Some £1.9 billion will be used to support the strategy. During the announcement, Mr Hammond noted that French broadcaster TV5 Monde and the Ukrainian power grid had both been the victims of cyber-attacks recently. Security experts believe that they were carried out by state-sponsored hackers in Moscow.
“We will deter those who seek to steal from us, threaten us or otherwise harm our interest in cyberspace,” Mr Hammond stated. “We are strengthening our law enforcement capabilities to raise the cost and reduce the rewards of cyber criminality, ensuring we can track, apprehend and prosecute those who commit cyber-crimes.”
Without having a counter cyber-attack system in place, Mr Hammond said the UK only has two choices: ignore it, or take military action, neither of which are ideal responses.
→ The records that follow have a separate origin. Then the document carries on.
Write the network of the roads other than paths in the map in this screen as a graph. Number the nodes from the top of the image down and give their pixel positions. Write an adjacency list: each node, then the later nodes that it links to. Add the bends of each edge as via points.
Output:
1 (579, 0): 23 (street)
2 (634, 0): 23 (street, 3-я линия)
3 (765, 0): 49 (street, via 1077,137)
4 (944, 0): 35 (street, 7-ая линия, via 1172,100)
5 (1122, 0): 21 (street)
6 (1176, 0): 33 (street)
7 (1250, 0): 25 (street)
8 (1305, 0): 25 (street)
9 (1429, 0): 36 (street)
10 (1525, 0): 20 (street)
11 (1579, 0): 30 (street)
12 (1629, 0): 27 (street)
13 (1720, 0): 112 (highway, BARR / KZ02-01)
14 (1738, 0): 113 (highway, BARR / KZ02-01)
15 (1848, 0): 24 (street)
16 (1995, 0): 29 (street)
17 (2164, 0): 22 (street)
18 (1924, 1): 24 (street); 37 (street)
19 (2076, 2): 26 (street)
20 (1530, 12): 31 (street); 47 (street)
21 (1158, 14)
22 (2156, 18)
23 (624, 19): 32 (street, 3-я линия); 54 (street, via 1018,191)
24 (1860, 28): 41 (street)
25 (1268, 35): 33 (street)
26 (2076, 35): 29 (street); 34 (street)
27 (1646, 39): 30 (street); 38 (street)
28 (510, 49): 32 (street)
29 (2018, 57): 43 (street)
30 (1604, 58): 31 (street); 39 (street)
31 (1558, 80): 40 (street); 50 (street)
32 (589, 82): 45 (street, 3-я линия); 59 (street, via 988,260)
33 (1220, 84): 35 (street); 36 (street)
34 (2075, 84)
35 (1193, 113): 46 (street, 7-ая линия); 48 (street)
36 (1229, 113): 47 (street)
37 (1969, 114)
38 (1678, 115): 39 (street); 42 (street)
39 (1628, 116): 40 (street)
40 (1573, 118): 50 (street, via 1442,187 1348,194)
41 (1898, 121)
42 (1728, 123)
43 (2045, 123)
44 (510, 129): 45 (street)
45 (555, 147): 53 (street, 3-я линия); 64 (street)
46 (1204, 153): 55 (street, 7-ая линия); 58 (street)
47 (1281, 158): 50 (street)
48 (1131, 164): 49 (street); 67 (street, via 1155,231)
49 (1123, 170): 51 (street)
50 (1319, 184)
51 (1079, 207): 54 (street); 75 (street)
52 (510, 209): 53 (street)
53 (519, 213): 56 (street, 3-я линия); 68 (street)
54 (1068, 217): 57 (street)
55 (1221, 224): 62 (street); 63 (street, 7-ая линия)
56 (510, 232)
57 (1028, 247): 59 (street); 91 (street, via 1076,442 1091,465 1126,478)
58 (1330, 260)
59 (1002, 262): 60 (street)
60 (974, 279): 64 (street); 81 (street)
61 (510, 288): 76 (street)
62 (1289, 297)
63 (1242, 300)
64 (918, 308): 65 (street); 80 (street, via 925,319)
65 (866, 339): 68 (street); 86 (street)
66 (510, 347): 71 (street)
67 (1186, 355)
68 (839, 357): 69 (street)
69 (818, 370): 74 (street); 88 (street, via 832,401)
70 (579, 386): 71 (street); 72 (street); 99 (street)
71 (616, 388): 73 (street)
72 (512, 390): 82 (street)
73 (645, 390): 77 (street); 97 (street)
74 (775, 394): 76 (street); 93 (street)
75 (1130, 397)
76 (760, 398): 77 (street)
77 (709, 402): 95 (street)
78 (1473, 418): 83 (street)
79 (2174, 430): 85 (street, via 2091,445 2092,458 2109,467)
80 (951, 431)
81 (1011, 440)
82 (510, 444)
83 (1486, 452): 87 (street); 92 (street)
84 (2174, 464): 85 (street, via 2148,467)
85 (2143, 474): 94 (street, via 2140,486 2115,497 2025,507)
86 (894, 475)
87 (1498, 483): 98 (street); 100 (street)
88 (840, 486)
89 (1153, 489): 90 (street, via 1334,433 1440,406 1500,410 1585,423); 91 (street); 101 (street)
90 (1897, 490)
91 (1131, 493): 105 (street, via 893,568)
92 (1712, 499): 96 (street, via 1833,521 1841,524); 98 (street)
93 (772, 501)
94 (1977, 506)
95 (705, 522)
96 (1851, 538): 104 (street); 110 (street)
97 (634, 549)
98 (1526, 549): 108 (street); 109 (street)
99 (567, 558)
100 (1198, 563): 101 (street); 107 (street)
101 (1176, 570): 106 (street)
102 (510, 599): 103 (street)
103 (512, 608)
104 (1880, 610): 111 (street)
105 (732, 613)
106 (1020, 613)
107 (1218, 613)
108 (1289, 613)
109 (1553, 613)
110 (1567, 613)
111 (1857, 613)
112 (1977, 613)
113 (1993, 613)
Retaliation isn’t the only focus on the cyber security strategy – it will also create a new research institute that will focus on improving the defences of various everyday devices, including smartphones, laptops and tablet computers. It is hoped this research will bring an end to password protection, which is generally thought to be one of the weakest ways to protect a device.
Government ministers highlighted several reasons why the UK is so vulnerable to cyber-attacks. Many companies are still using old, outdated technology, which has security loopholes and the availability of hacking tools is growing, as is the number of connected devices.